Your gut flora has an impact on your response to stress. When subjected to a challenge, people with healthy gut flora produced lower levels of stress hormones (such as cortisol) than those with gut dysbiosis. In the reverse direction, stress can have a negative impact on gut health. Increased stress results in less variety of gut microbes, a larger number of bad microorganisms, and leaky gut. Perhaps it’s time to prioritise that meditation class or recommit to your daily stress-relieving exercise routine?
Inadequate or poor-quality sleep has been shown to be associated with gut dysbiosis. Supplementation with certain probiotics has also been shown to improve sleep quality and duration.
The importance of a healthy gut microbiome has led to the development of a new branch of medicine in the field of faecal transplants. Yep, you heard right! And yes, it is literally what it sounds like – a transplant of poo from a donor with healthy gut flora into a person with an unhealthy gut environment! In Australia, it is currently only performed for people with serious Clostridioides difficile infections (also referred to as Clostridium difficile, or C. difficile) and has a 90-95% cure rate.
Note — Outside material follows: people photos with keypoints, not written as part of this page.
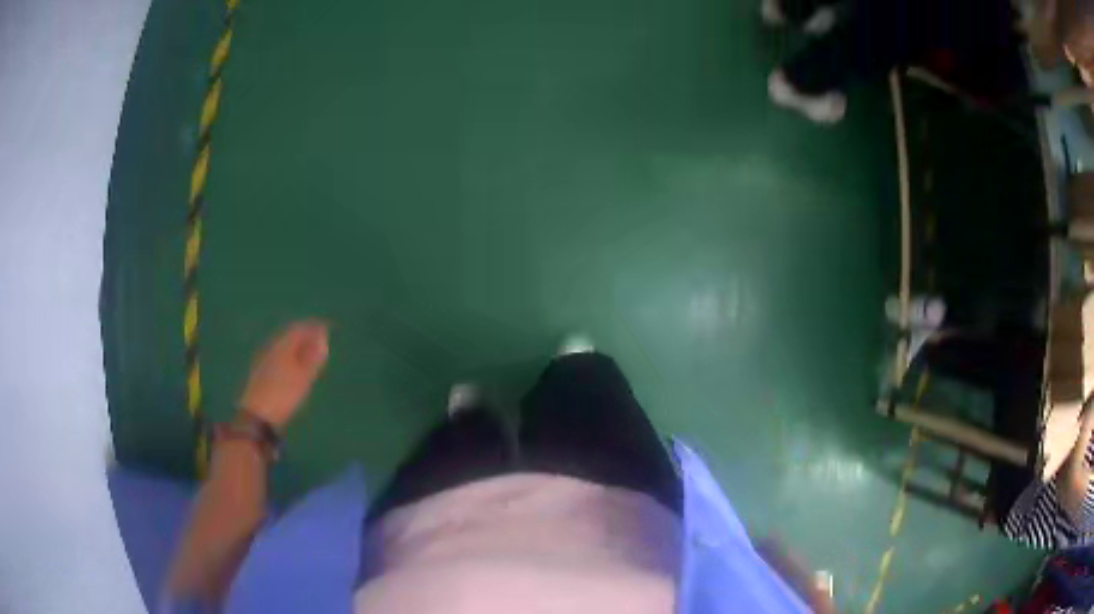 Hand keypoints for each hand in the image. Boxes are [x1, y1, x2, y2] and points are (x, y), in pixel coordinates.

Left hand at [239, 320, 328, 430]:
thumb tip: (322, 336)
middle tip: (319, 340)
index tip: (327, 329)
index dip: (313, 327)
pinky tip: (292, 368)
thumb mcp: (303, 377)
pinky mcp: (260, 373)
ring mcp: (263, 360)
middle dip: (305, 335)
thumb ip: (312, 357)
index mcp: (282, 346)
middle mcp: (271, 348)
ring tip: (309, 354)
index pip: (299, 328)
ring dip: (296, 347)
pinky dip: (289, 357)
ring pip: (283, 346)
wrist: (256, 416)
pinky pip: (278, 356)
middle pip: (289, 335)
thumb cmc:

C. difficile is a bacterial infection that can cause debilitating, and sometimes fatal, diarrhoea. Research is underway regarding the use of faecal transplants for a host of other conditions as well, such as ulcerative colitis, inflammatory bowel disease, obesity, autism, cancer immunotherapy, major depressive disorders, Parkinson’s disease, liver disease, migraines, and much more. Gut dysbiosis has been associated with all of these conditions. The question is often similar to the chicken and the egg debate. Which one came first? The disease or the dysbiosis? In some of these conditions, such as diabetes and Parkinson’s disease, it has been shown that the dysbiosis arrived first. The jury is still out with some of the other diseases.
One of the greatest tools you have to maintain a healthy gut microbiome, or to improve it, is your diet. Kefir and other fermented probiotic-rich foods, offer a natural, cost-effective and simple way of recolonizing your body with beneficial microbes and improving your health. Add in adequate sleep, exercise, and stress reduction, and your gut will be host to the most amazing microbial community in no time.